Records for this exercise section start

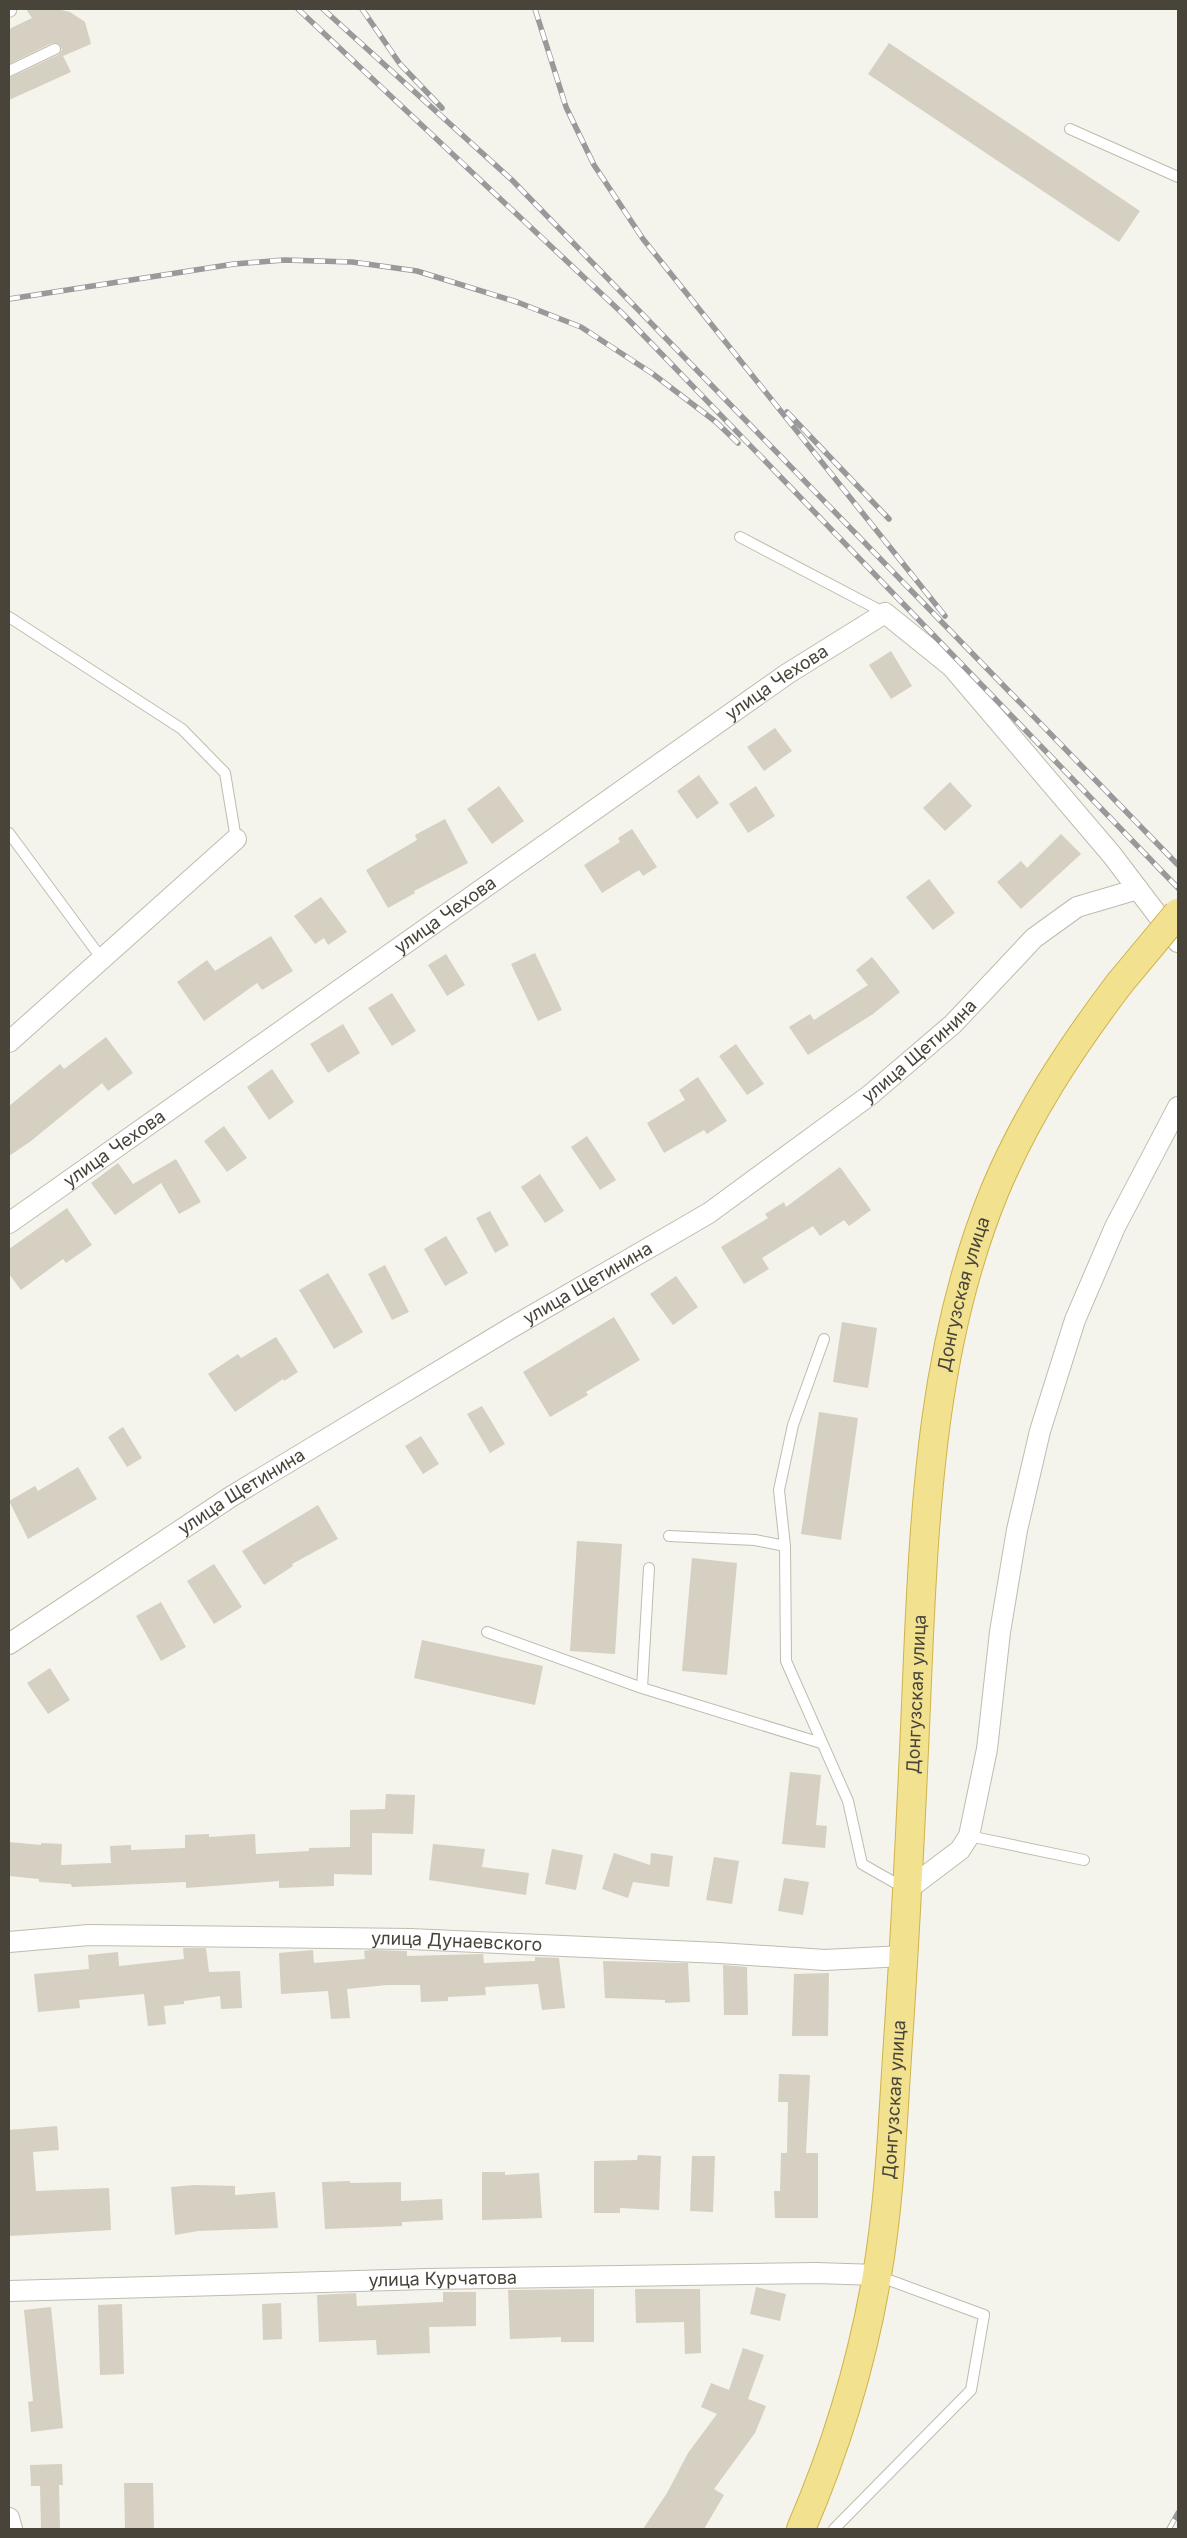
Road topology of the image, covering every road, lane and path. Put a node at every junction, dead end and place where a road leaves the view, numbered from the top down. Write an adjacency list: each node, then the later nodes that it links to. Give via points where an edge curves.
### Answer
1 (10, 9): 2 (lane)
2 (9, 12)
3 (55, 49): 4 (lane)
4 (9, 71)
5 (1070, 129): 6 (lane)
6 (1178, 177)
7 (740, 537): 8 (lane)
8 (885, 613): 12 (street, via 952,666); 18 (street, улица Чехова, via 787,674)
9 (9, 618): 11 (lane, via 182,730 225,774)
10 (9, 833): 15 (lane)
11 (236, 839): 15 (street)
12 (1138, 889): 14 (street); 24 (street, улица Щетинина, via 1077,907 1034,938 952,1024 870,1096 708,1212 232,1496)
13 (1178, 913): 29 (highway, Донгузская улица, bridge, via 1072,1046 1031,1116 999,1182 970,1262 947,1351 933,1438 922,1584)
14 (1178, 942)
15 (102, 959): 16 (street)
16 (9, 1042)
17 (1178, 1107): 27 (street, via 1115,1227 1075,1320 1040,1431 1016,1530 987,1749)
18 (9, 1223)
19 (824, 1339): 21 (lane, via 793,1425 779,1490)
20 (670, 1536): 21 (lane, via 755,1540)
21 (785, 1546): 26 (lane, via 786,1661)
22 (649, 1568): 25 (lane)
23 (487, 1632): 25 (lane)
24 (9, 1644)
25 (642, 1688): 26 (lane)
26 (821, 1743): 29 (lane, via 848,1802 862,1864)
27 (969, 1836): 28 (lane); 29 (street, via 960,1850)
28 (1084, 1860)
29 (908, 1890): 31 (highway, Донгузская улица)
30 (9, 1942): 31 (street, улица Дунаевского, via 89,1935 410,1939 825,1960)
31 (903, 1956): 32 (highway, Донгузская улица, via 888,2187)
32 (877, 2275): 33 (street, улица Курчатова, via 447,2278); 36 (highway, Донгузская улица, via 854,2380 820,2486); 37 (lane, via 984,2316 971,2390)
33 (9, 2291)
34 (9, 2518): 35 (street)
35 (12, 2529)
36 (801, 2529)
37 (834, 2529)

Records for this exercise section end

■ **Problem statement**: Which lines of the data include the word "highway"? Copy each one.

■ **Answer space**:
13 (1178, 913): 29 (highway, Донгузская улица, bridge, via 1072,1046 1031,1116 999,1182 970,1262 947,1351 933,1438 922,1584)
29 (908, 1890): 31 (highway, Донгузская улица)
31 (903, 1956): 32 (highway, Донгузская улица, via 888,2187)
32 (877, 2275): 33 (street, улица Курчатова, via 447,2278); 36 (highway, Донгузская улица, via 854,2380 820,2486); 37 (lane, via 984,2316 971,2390)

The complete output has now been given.